Sometimes when I write for this blog, I feel like I'm just another noise in an already massive echo chamber. I get discouraged, I feel invisible. I think to myself, 'maybe it's okay to be invisible, maybe you shouldn't have a voice in this.'

I've been writing since I was ten, and as a junior I started a magazine at my high school called The Voice. But I've always been shy about my writing; my poems are all small, crammed into tiny spaces as if someone was going to come and take up the rest of the page. My first chapbook was called Shy Knees. I rarely share my writing with other people, I rarely reach out to publications to ask them if I can write for them. I rarely even post on this blog. Some of it stems from fear. I don't want people to think I'm a bad writer. I don't want to read the mean and cruel comments that can sometimes follow the bottom of a post. I don't want to talk about myself. As a white-presenting middle-class woman living in San Francisco, I'm sometimes the last person in the world who needs to have an opinion on something. It's better for me to step aside and let other people have the floor.

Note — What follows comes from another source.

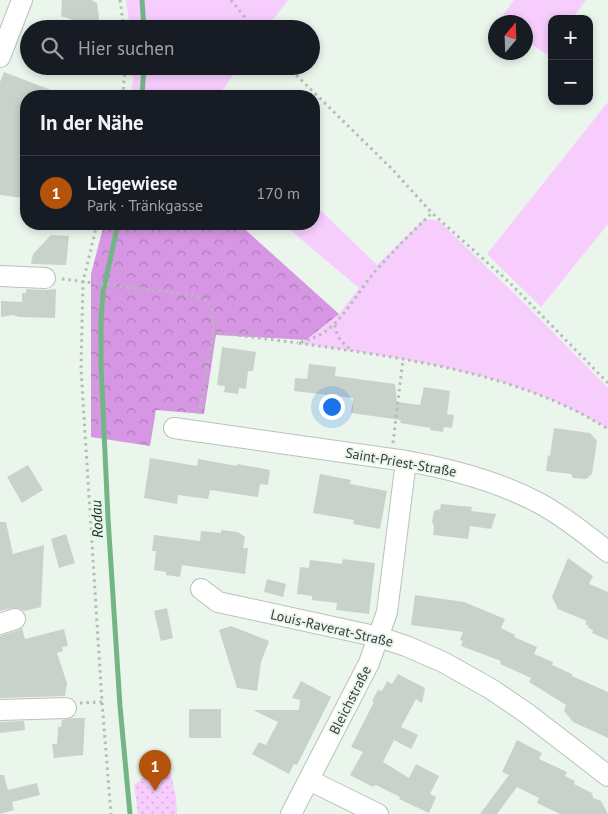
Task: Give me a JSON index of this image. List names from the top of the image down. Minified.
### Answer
{"streets":{"street":["Saint-Priest-Straße","Louis-Raverat-Straße","Bleichstraße"]},"crossings":[["Saint-Priest-Straße","Bleichstraße"],["Louis-Raverat-Straße","Bleichstraße"]],"water":["Rodau"],"north":"top","page":{"map_buttons":["+","−"],"search":"Hier suchen","heading":"In der Nähe","list":[{"mark":"1","name":"Liegewiese","note":"Park · Tränkgasse","value":"170 m"}],"pins":"1"}}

I think, too, it's hard to tell when writing has impact. I've always loved to-do lists and I still have a bucket list I wrote over ten years ago that includes the missive "change someone's life." I wonder if I've ever done that with my writing. I wonder if anyone has ever read something I've put to paper and walked away feeling different, or feeling anything at all. Internally, I wonder if my writing has any impact on me. I've journaled nearly every day for the past three years, all of it introspective and self-analyzing, and I still feel like I miss the forest for the tiny trees; that I've made the biggest mistakes of my life in just the past week, and that while I wrote about being stressed at work or fights with my partner, my journal rarely touches on my sexual assault or my brother's incarceration, two of the most traumatic things that happened to me last year. I wrote about petty fights with my boyfriend, using words to store my bitterness in instead of using them as tools to break apart my outer hardness to find my vulnerability and gentleness inside.

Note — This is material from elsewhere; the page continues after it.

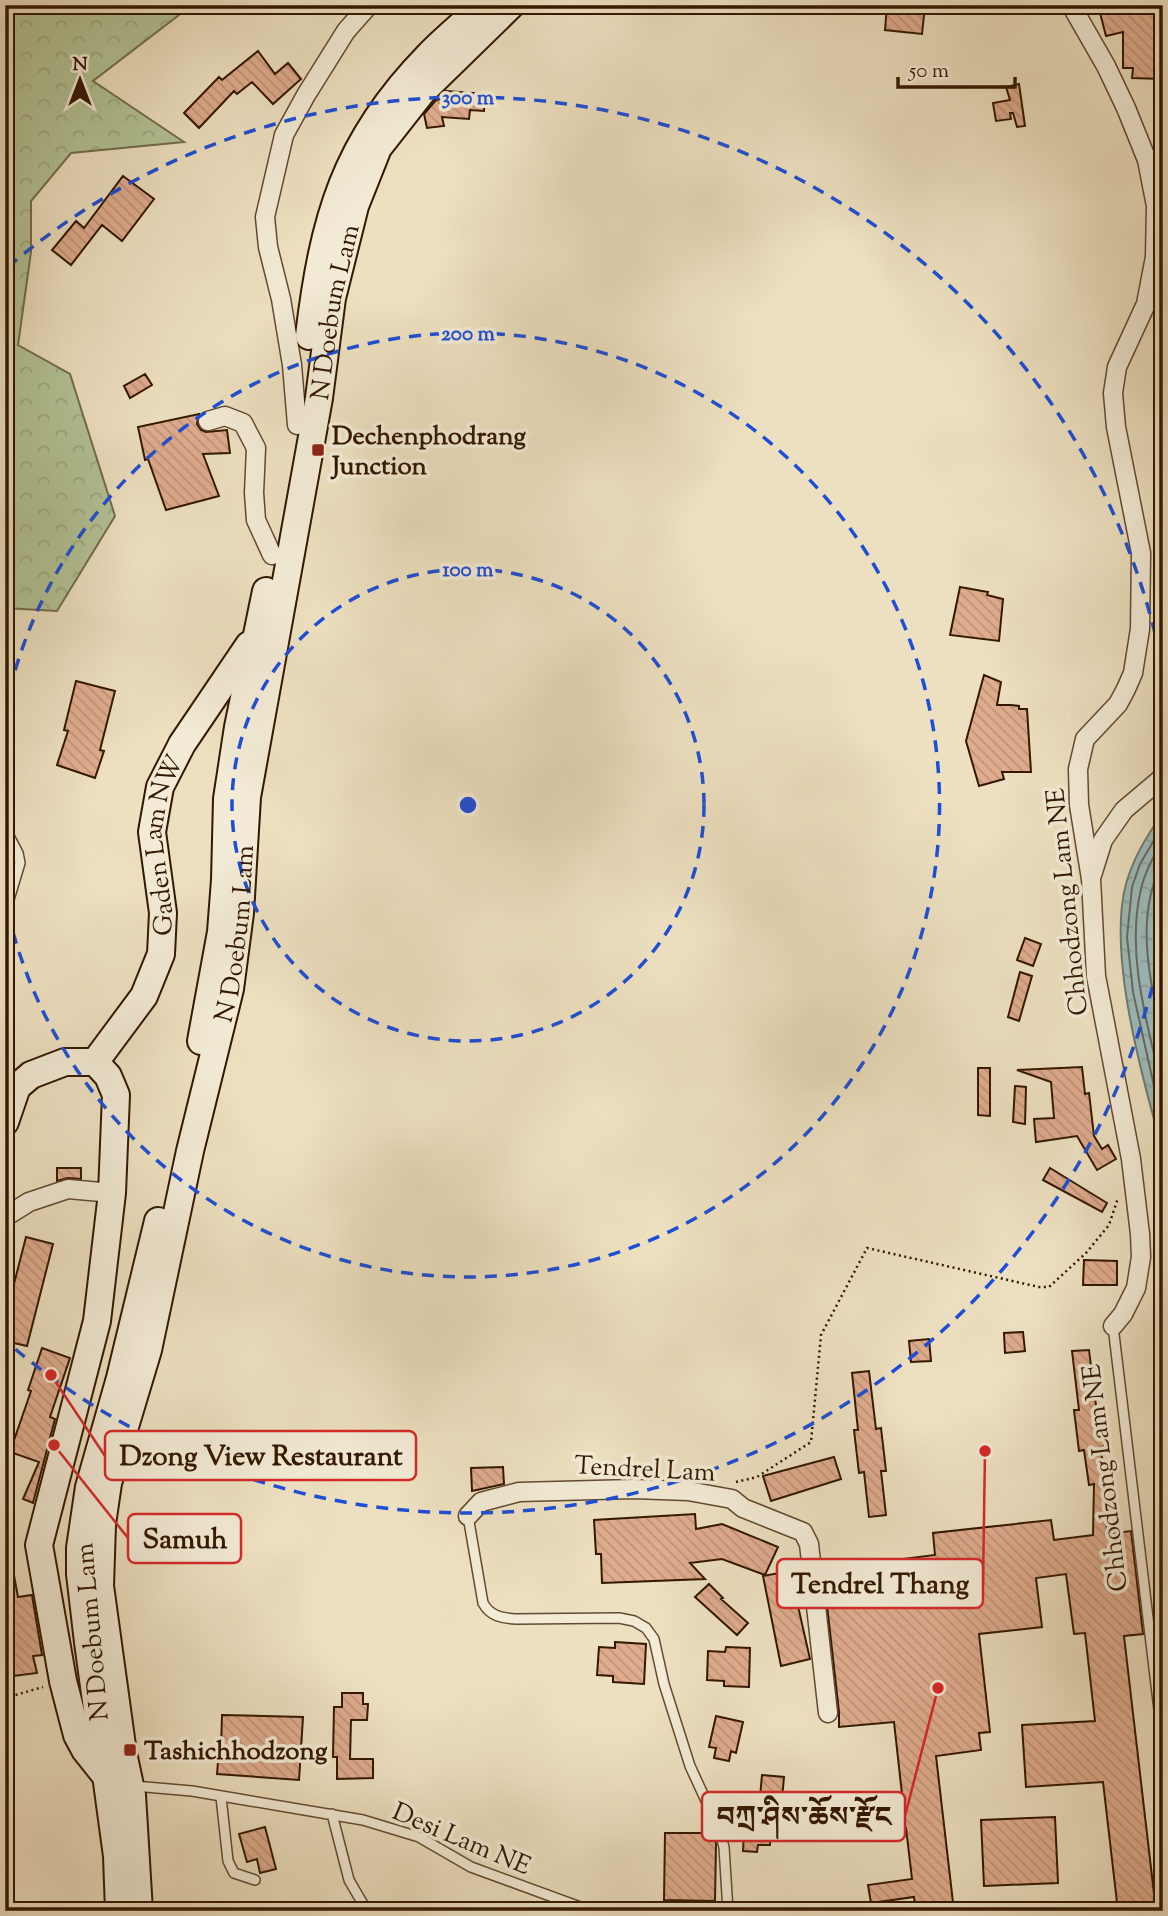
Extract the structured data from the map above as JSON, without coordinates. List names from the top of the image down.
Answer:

I feel angry with myself. I feel like I've wasted time, or not been productive. I hate that I use the word 'productive' as much as I do. I take stress naps and wake up exhausted, and I check my bank balances every day because I have an anxiety that what I have will be taken from me at any moment. I feel shame, and I don't know for what.

I think this is all called exhaustion. I think this is all called being stressed and overwhelmed and not dealing with grief and taking too much on and ignoring the important things and losing the essential things and turning into the worst part of your parents and then fearing you're not turning into anything worthwhile at all. I want to be more quiet. I want to stare out the window more, I want to read on my couch for hours without worrying that I'm missing something. I want to put my phone in a box and put that box into the closet for the weekend. I feel guilty for not doing any of those things, and no pleasure in the things I am doing.

This is a long intro. This was supposed to be a post about how Texas is shitty and how, since The Voice, I've written about abortion access and rights. I wanted to write about how planned parenthood saved my life twice, by giving me information about my pregnancy that was fair and good and put me forward instead of the conservative agenda my dad put forward, that saw me as a sin and not a person. They saved me too, by giving me access to birth control I couldn't afford. I wanted to write something about all the different ways writing hasn't gotten us any closer to convincing people that maybe women shouldn't have to carry fetuses to term if they don't want to, that they exist as more than just reproductive machines.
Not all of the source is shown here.